- The Washington Times - Saturday, May 18, 2002

ASSOCIATED PRESS
The Federal Reserve announced yesterday a potential significant shift in its operations as the nation's lender of last resort. It proposed making it more expensive for banks to borrow directly from the Fed.
Banks that go to the Fed's discount window can obtain loans that are about one-half percentage point below the Fed's target for the federal funds rate, the interest that commercial banks charge each other for loans.
Under the proposal, the Fed would take that break away and charge banks using the discount window a rate 1 percentage point higher than the funds rate.

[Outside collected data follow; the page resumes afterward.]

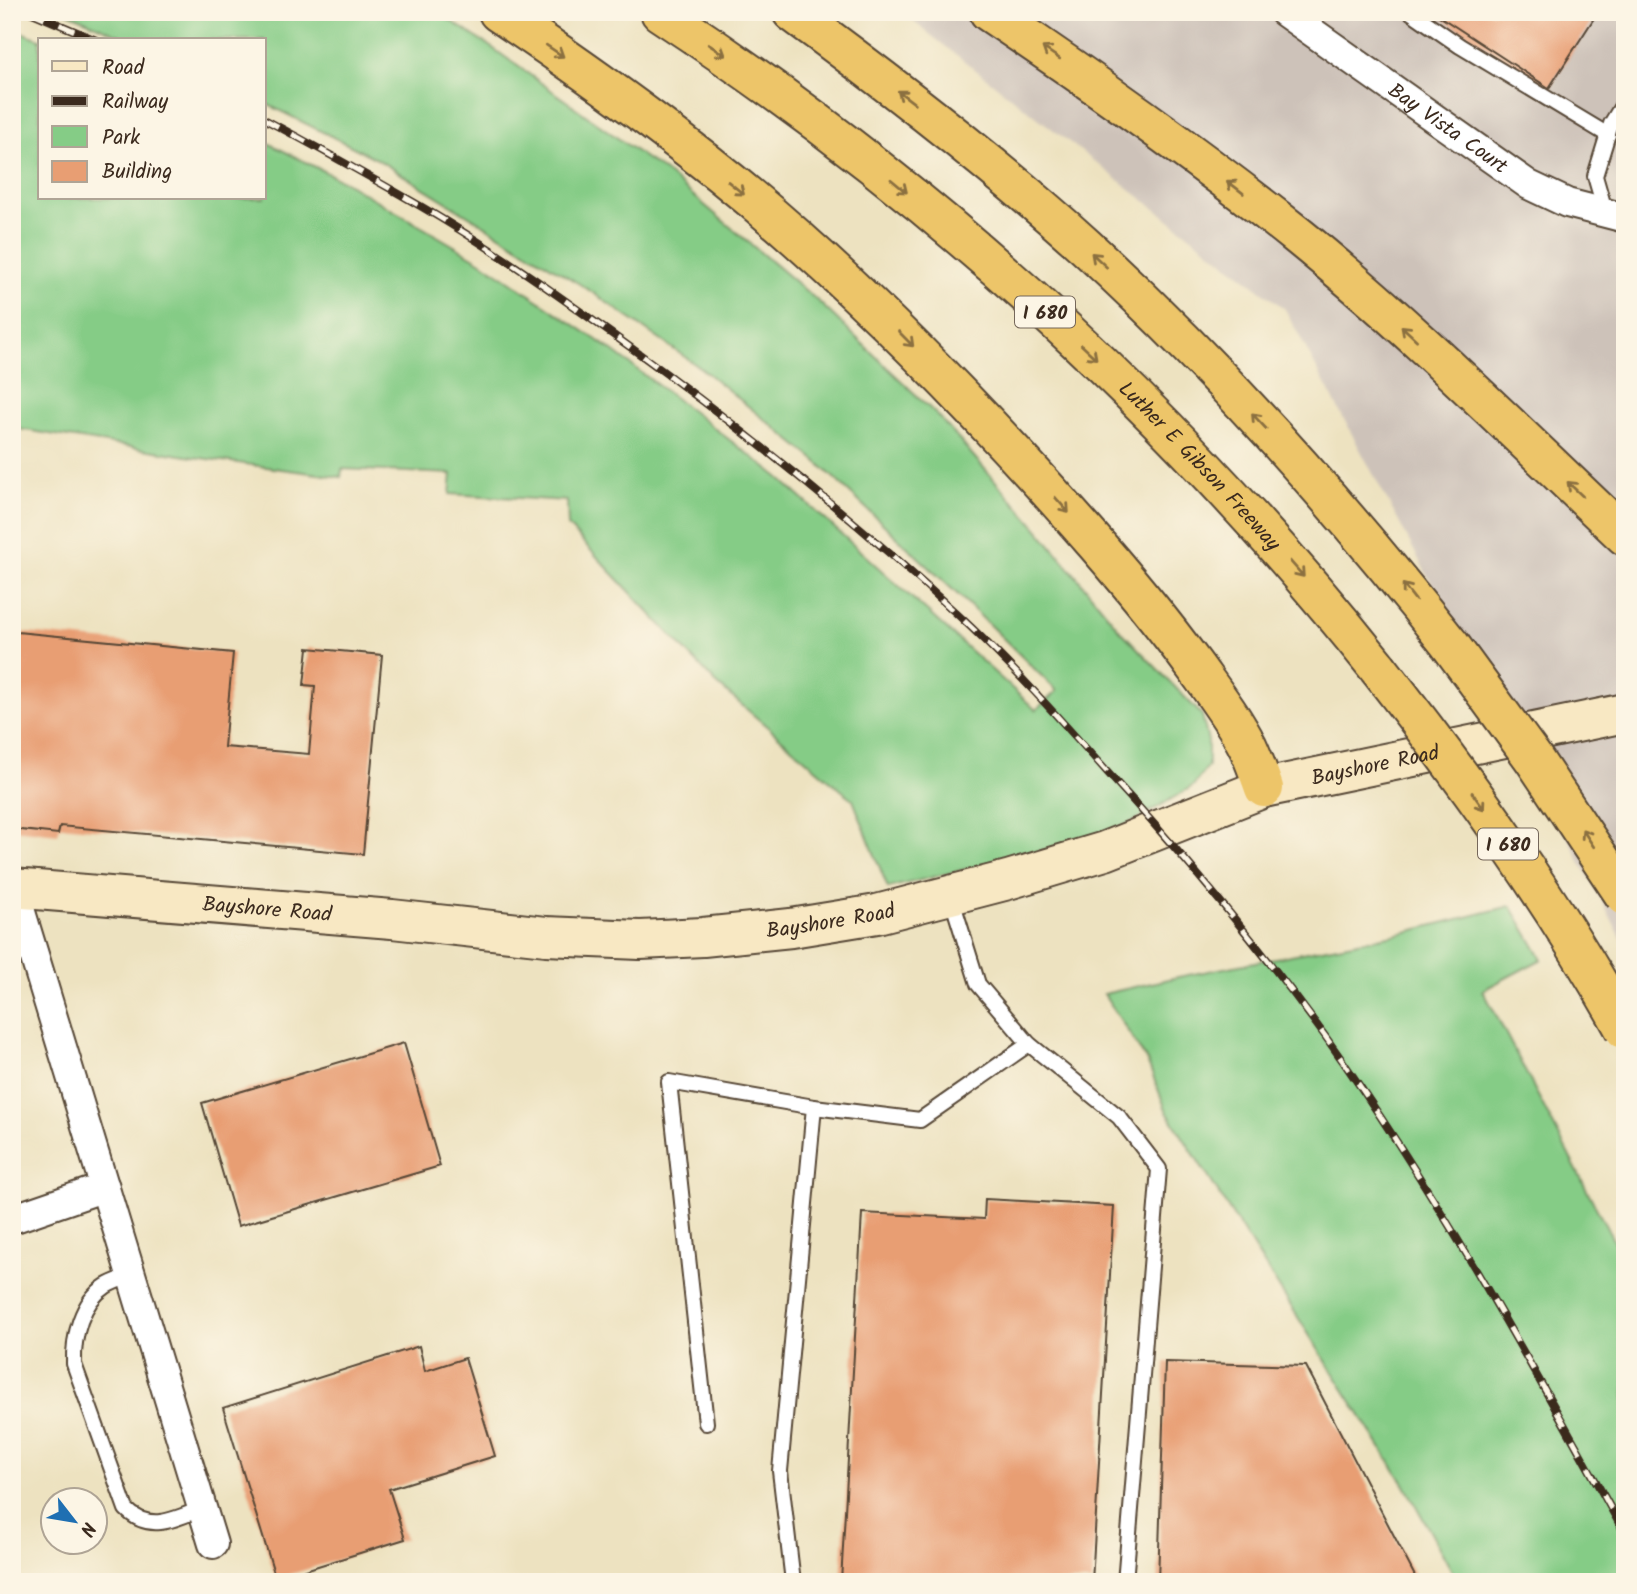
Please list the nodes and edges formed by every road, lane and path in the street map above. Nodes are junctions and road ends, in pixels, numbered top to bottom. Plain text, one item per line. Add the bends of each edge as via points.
1 (498, 12) edge
2 (660, 12) edge
3 (792, 12) edge
4 (989, 12) edge
5 (1284, 12) edge
6 (1411, 12) edge
7 (1625, 101) edge
8 (1615, 127) edge
9 (1615, 216) edge
10 (1625, 536) edge
11 (1625, 713) edge
12 (1264, 788) junction
13 (13, 888) edge
14 (950, 895) junction
15 (1625, 895) edge
16 (1625, 1030) edge
17 (1029, 1044) junction
18 (814, 1107) junction
19 (105, 1187) junction
20 (12, 1219) edge
21 (132, 1275) junction
22 (706, 1423) dead end
23 (202, 1507) junction
24 (214, 1544) dead end
25 (793, 1582) edge
26 (1125, 1582) edge

1 -> 12 highway via 571,61 796,237 940,373 1000,435 1179,644 1248,747
2 -> 16 highway, Luther E Gibson Freeway / I 680, bridge via 743,67 881,170 1037,305 1197,458 1299,572 1450,761 1582,957
15 -> 3 highway, bridge via 1451,646 1298,462 1086,247 902,94
10 -> 4 highway via 1299,237 1172,137
5 - 9 street, Bay Vista Court via 1529,185 1567,203
6 - 8 lane via 1460,46
7 - 8 lane
8 - 9 lane via 1595,176
11 - 12 street, Bayshore Road
12 - 14 street, Bayshore Road via 1105,851
13 - 14 street, Bayshore Road via 546,936 640,940 791,928 877,914
13 - 19 street
14 - 17 lane via 978,984
17 - 18 lane via 920,1120
17 - 26 lane via 1119,1117 1159,1169
18 - 22 lane via 669,1082
18 - 25 lane via 780,1471
19 - 20 street
19 - 21 street
21 - 23 street
21 - 23 lane via 103,1288 86,1308 77,1330 74,1364 126,1509 140,1521 161,1523
23 - 24 street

If the change is adopted after a public-comment period, it would be the most significant change in the Fed's discount-window operations in nearly two decades.
The banking industry was caught by surprise by the Fed proposal, but some officials said it might increase flexibility in Fed operations, especially during times of high demand for bank reserves such as occurred after the September 11 terrorist attacks. They said it was not clear what effect it would have on consumer interest rates.
They noted that the volume of Fed lending from the discount window is small, but for banks having difficulty raising reserves, the Fed's loan window can be crucial.
"This is a major departure from current policy. We will, as an industry, have to evaluate it very carefully," said Keith Leggett, senior economist at the American Bankers Association.
Some bank economists wondered about the timing of the Fed proposal.
"This is awkward timing, given that the economic recovery is just getting under way," said Carl Tannenbaum, chief economist at LaSalle Bank/ABN Amro in Chicago. "We have enough credit stresses out there already."
The funds rate target is 1.75 percent, the lowest level in 40 years, and the discount rate is 1.25 percent.
The Fed said it was proposing the change to cut the administrative costs of screening banks that seek loans directly from the Fed. Because the discount rate is lower than what banks can receive if they borrow from each other on the open market, the Fed monitors to make sure banks are not abusing their access to the discount window as a way to get cheaper money.
By proposing this change to a higher rate for discount-window borrowing, the Fed would remove the financial incentive for banks to try to obtain loans from the central bank.
Throughout the Fed's history, the discount window has been the bank's primary way of serving as a lender of last resort, helping financial institutions obtain the reserves to operate when they are short on resources.
Usually, the discount window helps banks operate until they get fresh reserves through normal operations. Sometimes, however, federal regulators use discount-window borrowing to keep bankrupt institutions functioning until they can be shut down and their operations taken over by a healthy bank.
Fed officials said the proposed switch to a higher interest-rate charge would not eliminate the Fed's function as a lender of last resort. In fact, the Fed proposed creating a second rate level for banks having trouble obtaining short-term loans from other banks that would be 1.5 percentage points higher than the funds rate.
Officials said the revised rate structure would bring Fed practices more in line with the practices of the world's other central banks.
It would be the biggest change in Fed borrowing operations in about two decades. Congress, in the early 1980s, opened the Fed's discount window to all financial institutions, rather than just members of the Federal Reserve system.
On a typical day, the Fed has about $100 million in loans outstanding from the discount window. However, direct borrowing from the Fed can spike dramatically during crises. It reached record levels in the days after the September 11 terrorist attack.
The Fed had let it be known it was ready to make whatever loans were necessary to keep the nation's financial system operating.
The proposal, which the Fed put out for public comment yesterday, could be revised before the central bank decides whether to implement the proposed changes.